Classical review: Steven Osborne, Queen Elizabeth Hall/ Richard Goode, Wigmore hall, London

5.00

 

For Olivier Messiaen, birds were ‘the most outstanding musicians on our planet’, and it was typical of his serene imperviousness to brute reality that, while Paris burned around him in 1944, he should garland the themes of his supreme piano work with birdsong.

His claim that Vingt regards sur l’Enfant-Jésus represented ‘a little revolution in piano writing’ was initially disputed by critics, but it’s now recognised as erring on the modest side: one doesn’t need to sign up to Messiaen’s Catholic faith, as expressed in his devotional commentary, to appreciate the exhilaration, ecstasy, and awe of this crazy masterpiece.

Two pianists are now regarded as the keepers of this flame: Pierre-Laurent Aimard, who studied it with Messaien, and the Scottish pianist Steven Osborne, who studied it with Messiaen’s widow Yvonne Loriod for whom this work was written. It was indicative of Osborne’s growing fame that the hall should have been packed for his interval-less performance of Vingt regards, but no one seemed prepared for the stupendousness of his 130-minute performance.

Messiaen’s regard translates as something between ‘gaze’ and ‘view’, with the chordal motif which he called the ‘God theme’ recurring like a signpost on the journey: Osborne’s silky introduction of it unfurled as though out of a perfumed silence.
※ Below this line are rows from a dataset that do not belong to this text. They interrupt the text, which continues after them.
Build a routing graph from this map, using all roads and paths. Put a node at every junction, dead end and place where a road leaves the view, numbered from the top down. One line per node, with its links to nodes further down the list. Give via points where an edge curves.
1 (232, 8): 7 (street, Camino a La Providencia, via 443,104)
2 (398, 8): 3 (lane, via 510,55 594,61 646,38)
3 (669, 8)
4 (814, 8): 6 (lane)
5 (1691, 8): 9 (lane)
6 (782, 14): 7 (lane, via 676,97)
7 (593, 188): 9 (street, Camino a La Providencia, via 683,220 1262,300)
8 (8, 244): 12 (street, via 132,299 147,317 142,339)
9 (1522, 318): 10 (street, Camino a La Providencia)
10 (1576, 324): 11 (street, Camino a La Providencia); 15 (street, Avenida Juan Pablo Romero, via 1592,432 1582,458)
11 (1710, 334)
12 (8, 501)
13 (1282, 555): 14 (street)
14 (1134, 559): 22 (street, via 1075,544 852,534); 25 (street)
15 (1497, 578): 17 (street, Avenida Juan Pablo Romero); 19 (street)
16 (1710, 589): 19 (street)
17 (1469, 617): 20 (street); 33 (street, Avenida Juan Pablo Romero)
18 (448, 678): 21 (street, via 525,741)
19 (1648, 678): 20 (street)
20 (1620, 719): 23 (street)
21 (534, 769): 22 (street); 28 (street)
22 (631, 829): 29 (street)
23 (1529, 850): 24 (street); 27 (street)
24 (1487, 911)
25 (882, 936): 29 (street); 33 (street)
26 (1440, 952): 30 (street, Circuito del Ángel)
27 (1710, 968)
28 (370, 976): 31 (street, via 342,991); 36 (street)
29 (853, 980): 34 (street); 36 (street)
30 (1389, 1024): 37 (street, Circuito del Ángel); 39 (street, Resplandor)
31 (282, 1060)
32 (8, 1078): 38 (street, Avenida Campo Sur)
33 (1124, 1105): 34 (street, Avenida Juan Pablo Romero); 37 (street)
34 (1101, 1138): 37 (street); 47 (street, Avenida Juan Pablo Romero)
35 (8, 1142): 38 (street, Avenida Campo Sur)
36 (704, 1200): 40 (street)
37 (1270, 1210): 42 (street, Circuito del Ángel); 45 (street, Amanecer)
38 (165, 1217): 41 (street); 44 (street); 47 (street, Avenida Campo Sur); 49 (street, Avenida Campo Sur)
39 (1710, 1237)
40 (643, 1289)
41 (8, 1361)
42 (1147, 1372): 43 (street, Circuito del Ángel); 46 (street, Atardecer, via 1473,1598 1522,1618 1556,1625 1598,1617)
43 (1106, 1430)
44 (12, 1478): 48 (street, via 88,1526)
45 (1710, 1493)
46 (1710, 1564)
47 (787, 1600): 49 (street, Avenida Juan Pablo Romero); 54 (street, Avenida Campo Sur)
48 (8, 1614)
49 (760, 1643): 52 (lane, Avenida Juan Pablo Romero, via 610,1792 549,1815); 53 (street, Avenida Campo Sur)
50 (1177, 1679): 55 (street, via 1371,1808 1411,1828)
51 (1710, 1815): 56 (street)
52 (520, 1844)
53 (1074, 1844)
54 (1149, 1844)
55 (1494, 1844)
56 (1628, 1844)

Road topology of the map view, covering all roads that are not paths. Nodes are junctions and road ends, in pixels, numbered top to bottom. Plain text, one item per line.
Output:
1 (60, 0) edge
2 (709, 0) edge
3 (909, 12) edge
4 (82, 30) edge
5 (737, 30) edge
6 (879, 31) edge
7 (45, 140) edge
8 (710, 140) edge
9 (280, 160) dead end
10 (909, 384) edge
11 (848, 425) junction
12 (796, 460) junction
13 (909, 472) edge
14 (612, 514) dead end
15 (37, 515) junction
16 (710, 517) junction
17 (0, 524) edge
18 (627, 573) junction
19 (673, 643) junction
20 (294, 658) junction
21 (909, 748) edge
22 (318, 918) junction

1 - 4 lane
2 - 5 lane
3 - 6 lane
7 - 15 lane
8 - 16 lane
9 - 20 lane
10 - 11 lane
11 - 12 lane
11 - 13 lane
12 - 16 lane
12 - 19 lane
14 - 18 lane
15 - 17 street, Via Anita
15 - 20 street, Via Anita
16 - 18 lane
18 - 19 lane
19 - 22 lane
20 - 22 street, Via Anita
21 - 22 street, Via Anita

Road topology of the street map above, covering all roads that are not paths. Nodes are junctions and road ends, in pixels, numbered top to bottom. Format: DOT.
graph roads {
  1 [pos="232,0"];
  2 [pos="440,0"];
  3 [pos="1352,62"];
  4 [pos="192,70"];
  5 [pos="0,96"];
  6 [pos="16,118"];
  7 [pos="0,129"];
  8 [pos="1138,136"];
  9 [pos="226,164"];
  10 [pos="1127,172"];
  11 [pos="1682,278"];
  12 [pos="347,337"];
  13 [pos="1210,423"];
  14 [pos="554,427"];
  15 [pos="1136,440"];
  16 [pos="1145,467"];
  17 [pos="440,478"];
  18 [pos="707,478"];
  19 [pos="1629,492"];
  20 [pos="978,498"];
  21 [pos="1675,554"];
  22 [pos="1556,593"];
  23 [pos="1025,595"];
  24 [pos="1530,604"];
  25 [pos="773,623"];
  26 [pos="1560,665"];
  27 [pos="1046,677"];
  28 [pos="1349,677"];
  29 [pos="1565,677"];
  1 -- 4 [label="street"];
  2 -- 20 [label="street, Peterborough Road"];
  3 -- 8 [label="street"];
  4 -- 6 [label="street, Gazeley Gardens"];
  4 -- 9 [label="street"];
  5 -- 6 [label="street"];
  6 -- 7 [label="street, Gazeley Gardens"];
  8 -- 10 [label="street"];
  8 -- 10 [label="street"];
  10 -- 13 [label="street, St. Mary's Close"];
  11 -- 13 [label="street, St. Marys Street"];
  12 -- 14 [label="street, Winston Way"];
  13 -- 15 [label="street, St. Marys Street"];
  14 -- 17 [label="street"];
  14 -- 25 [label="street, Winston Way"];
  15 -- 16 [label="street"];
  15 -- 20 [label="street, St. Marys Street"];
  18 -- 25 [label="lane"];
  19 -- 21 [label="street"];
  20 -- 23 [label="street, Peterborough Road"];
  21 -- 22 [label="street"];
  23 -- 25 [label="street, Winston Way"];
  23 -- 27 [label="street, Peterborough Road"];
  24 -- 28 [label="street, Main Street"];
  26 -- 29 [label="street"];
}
Following the ‘Gaze of the Father’, the ‘Gaze of the Star’ hit us like a thunderbolt, after which we set out on the wings of his virtuosity, brilliantly interweaving everything from birdsong to Gershwin echoes, from fugal intricacy to massive subterranean eruptions. After his final downward cascade Osborne seemed as if turned to stone, then slowly faced us with a bemused grin. We rose in unanimous tribute; the queue to recapture the magic through his Hyperion recording was long.

No less oracular was Richard Goode’s performance of Beethoven’s late piano music at an equally packed Wigmore Hall. This American pianist had to wait until he was fifty before he conquered his nerves sufficiently to embark on a solo career, but the Beethoven sonata cycle he recorded for Nonesuch in 1993 almost immediately won landmark status. Since then he has deepened and refined his interpretations to a point where they feel definitive. The wild card in this recital was a group of Opus 119 Bagatelles which he invested with a remarkably concentrated intensity; his account of the final sonata trilogy purveyed both exhilarating earthiness and visions of the sublime.